# REQUIREMENT
Keep only the lines of the listing that include the word "down", and copy them.
* * * *
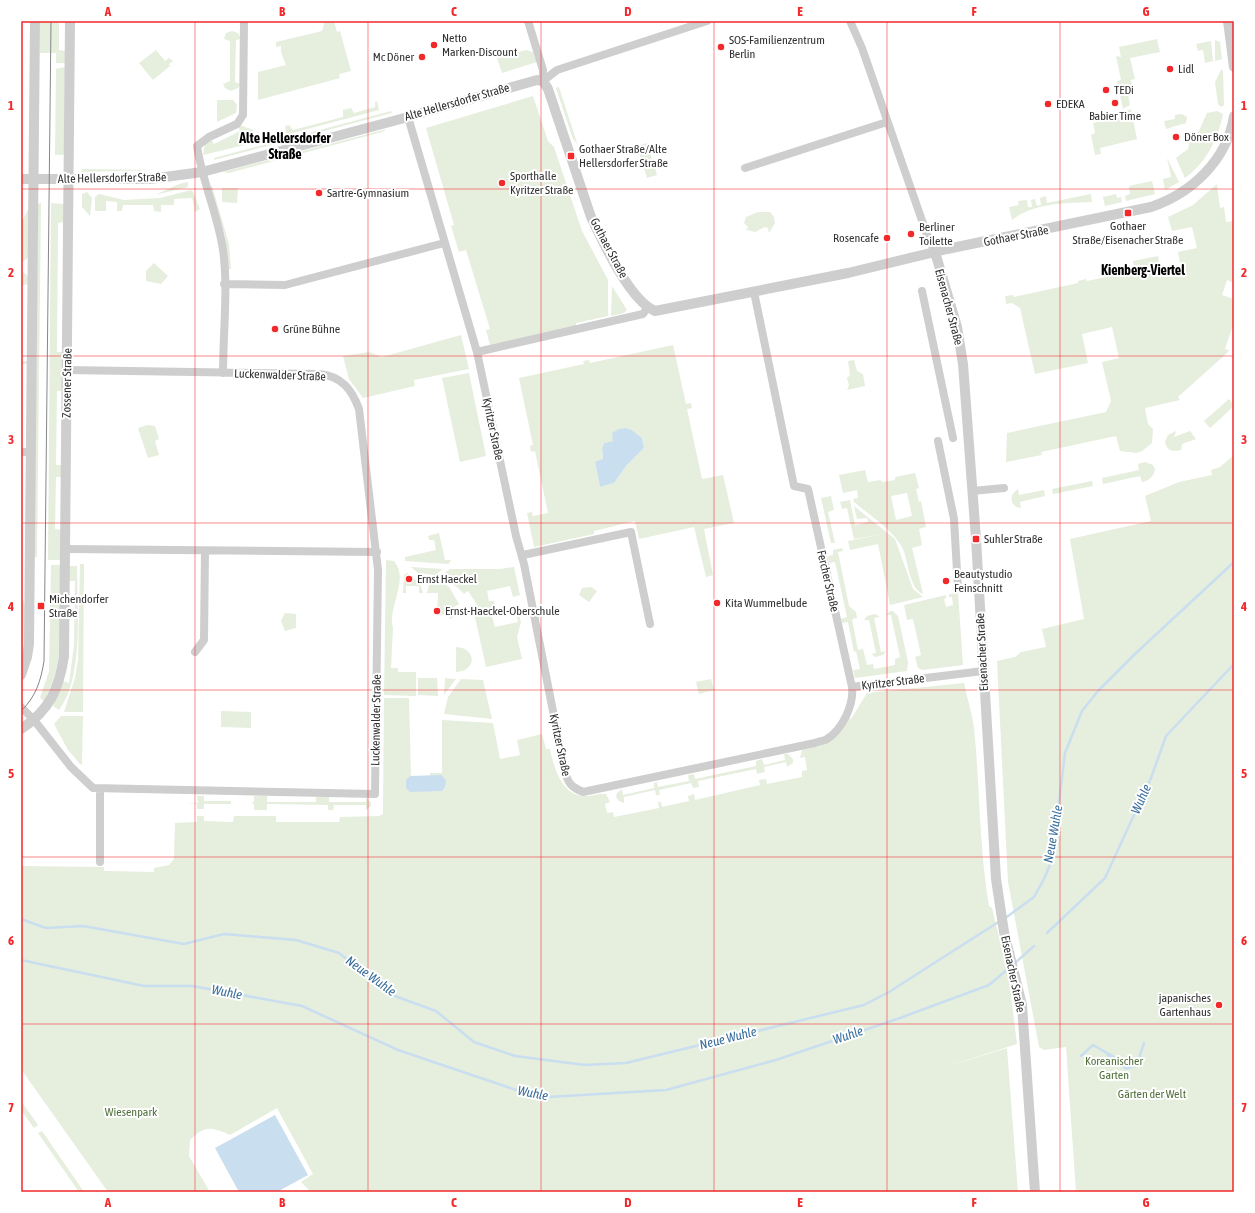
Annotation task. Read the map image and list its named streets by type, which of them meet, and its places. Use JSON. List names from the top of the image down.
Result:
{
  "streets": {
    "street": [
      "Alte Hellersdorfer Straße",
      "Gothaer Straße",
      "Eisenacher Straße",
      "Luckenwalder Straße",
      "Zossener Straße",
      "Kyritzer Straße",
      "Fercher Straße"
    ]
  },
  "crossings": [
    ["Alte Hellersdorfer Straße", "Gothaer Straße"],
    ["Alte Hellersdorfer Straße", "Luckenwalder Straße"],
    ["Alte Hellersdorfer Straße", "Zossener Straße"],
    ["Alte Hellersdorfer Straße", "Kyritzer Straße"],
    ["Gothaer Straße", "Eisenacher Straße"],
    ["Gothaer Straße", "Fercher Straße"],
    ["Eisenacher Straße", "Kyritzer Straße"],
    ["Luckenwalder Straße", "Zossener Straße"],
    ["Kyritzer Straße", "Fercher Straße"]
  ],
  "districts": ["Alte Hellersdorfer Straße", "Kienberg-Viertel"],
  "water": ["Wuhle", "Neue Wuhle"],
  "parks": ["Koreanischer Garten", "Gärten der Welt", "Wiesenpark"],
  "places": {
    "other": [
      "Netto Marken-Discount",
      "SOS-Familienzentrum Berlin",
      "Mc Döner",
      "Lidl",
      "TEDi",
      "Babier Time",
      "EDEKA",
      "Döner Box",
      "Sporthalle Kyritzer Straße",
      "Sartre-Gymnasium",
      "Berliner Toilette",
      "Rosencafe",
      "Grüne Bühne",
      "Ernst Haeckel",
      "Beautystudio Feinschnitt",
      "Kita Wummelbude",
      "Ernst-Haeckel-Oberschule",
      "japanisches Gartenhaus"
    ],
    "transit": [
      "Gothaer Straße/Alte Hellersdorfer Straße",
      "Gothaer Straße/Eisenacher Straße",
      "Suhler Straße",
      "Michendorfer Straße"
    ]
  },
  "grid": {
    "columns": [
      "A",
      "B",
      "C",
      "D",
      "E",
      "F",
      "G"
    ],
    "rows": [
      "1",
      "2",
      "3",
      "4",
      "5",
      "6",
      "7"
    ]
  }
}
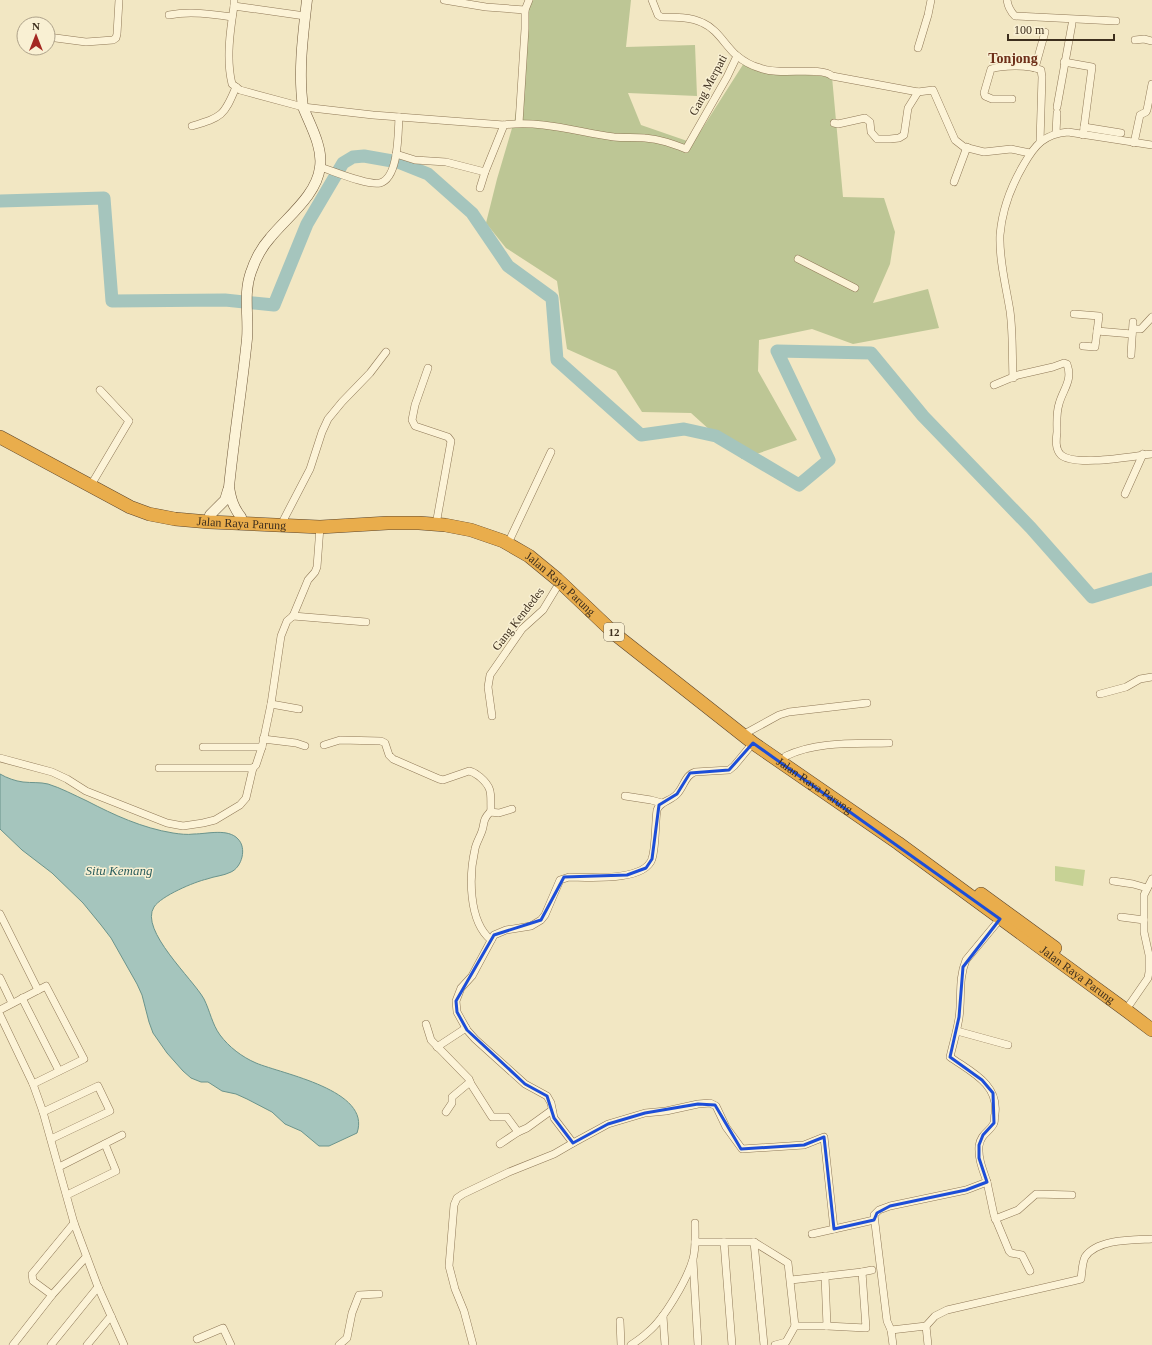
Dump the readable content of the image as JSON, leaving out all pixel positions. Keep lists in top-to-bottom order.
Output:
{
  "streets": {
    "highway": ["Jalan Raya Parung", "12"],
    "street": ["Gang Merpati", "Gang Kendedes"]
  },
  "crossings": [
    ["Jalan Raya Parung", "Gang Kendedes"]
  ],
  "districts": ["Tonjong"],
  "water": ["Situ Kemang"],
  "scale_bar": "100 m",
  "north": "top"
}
* * * *
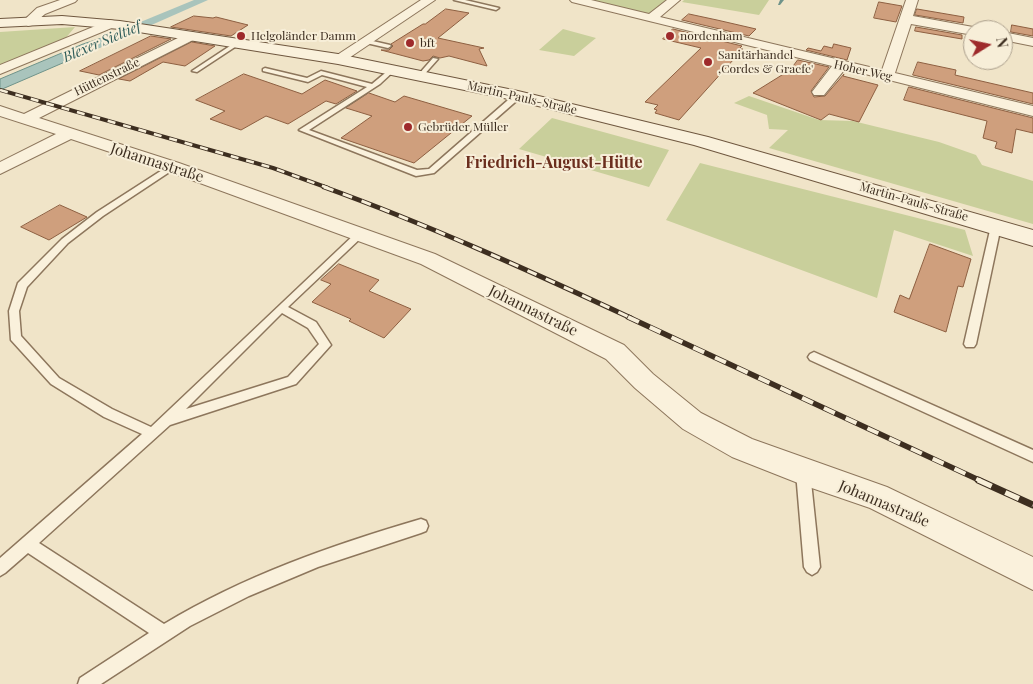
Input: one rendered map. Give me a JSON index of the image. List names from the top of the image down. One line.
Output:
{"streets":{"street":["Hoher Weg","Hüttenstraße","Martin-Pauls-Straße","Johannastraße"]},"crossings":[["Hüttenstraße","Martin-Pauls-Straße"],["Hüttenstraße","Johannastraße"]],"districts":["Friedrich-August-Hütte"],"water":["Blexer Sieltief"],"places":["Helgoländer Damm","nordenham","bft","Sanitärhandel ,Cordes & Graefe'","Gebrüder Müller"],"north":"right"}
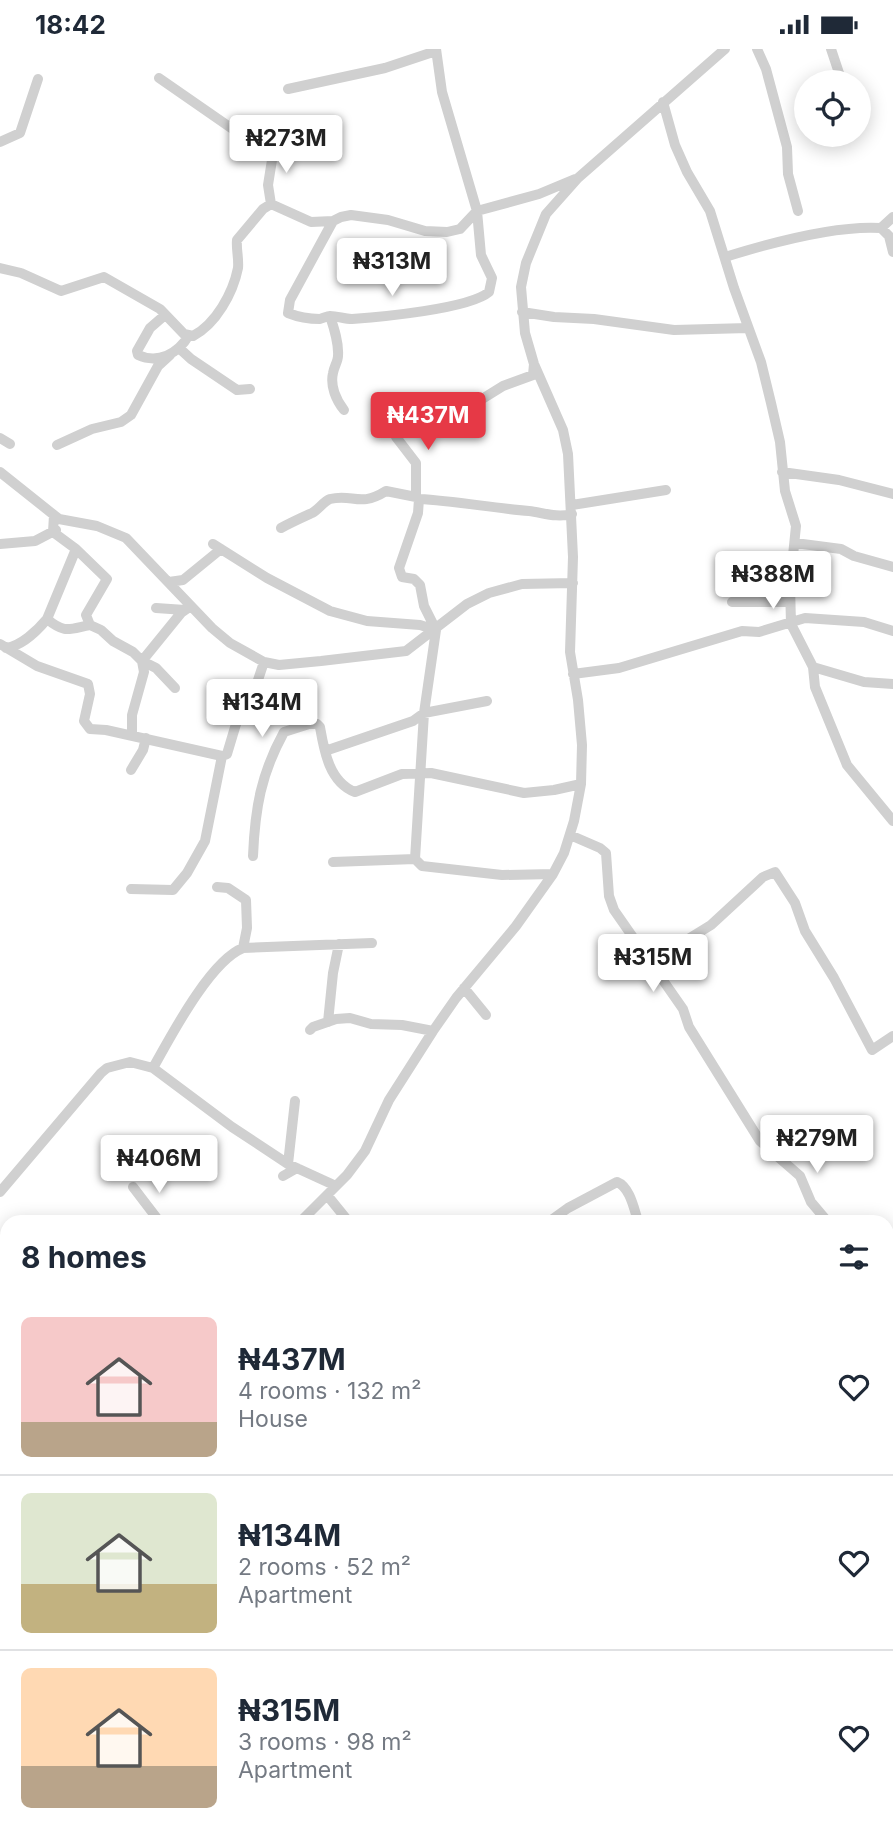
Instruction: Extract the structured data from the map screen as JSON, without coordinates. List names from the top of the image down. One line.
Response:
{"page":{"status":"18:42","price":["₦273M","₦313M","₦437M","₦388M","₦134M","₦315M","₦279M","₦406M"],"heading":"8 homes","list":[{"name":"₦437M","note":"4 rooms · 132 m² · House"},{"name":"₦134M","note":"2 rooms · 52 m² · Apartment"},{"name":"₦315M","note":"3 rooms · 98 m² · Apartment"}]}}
* * * *
# EXERCISE RESPONSE
Annotation task. Read the map image and list its named streets by type, which of them meet, and its places. Use JSON. List names from the top of the image down.
Input: one rendered map. Give me a JSON index of the image. List names from the top of the image down. One line.
Instruction: Extract the structured data from the map screen as JSON, without coordinates. List names from the top of the image down. One line.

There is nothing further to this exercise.